## EXERCISE
Make a tally of the lines in the records that include the string "Quezon", and give only that number.

========

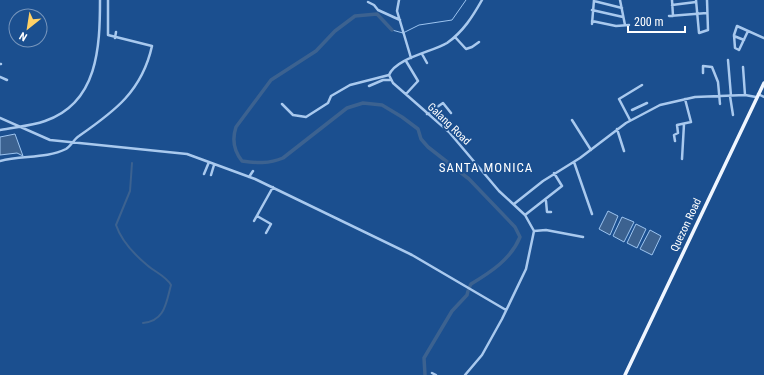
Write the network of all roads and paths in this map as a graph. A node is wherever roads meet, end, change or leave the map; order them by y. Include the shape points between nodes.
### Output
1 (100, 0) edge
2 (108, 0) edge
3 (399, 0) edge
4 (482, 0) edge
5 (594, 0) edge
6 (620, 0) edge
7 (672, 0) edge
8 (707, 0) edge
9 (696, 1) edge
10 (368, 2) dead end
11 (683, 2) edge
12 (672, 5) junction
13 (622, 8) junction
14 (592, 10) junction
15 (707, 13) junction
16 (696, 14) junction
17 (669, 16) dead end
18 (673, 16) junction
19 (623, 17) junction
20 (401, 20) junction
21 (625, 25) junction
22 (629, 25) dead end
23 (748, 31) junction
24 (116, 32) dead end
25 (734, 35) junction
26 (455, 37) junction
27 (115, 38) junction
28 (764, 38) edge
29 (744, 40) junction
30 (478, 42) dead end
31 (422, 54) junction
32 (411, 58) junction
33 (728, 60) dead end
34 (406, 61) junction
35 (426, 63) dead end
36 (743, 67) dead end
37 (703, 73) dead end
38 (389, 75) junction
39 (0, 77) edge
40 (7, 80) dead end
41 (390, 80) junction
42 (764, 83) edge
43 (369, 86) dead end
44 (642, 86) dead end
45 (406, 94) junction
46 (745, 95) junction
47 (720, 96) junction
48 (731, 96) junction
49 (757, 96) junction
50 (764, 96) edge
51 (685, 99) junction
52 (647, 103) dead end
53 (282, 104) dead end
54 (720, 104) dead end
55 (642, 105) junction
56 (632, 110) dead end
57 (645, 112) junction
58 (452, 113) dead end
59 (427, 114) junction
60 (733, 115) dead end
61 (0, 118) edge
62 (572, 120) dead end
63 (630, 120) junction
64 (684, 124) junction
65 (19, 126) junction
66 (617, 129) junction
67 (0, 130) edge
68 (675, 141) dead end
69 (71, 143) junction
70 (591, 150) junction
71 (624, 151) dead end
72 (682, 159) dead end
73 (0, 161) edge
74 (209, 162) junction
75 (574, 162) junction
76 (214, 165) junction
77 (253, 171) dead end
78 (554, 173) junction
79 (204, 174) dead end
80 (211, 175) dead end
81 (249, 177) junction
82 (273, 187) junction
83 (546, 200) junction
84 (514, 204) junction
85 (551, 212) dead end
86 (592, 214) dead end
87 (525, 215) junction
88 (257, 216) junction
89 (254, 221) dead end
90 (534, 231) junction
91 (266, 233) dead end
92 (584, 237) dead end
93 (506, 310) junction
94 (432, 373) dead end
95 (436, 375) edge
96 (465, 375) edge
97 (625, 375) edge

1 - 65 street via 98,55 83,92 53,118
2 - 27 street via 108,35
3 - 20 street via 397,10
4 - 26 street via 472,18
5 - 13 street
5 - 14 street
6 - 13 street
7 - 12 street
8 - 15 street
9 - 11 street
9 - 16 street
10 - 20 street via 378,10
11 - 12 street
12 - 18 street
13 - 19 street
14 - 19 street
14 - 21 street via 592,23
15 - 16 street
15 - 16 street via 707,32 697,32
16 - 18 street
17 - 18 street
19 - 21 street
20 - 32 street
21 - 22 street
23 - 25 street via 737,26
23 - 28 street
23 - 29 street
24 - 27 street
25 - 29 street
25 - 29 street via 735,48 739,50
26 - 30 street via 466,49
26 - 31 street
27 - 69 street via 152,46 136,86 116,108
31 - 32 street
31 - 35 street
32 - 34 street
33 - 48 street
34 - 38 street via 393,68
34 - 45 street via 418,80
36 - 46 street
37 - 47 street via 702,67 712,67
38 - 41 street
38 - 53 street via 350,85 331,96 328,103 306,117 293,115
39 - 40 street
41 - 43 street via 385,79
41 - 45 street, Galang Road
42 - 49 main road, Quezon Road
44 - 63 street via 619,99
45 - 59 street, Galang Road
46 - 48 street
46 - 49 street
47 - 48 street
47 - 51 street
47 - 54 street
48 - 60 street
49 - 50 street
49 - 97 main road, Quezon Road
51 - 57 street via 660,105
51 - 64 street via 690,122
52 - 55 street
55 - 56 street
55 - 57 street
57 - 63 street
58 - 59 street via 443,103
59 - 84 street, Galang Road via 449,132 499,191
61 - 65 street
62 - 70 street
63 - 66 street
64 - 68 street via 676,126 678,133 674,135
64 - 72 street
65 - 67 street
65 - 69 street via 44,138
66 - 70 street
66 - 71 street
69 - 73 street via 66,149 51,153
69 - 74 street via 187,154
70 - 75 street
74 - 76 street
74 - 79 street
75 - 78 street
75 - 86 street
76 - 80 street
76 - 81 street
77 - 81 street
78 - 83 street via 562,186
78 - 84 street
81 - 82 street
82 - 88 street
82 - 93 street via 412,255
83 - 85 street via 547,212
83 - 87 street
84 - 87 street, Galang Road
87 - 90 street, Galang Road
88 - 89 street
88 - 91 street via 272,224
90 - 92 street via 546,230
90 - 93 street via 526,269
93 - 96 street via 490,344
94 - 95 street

========

## SOLVED PROBLEM
2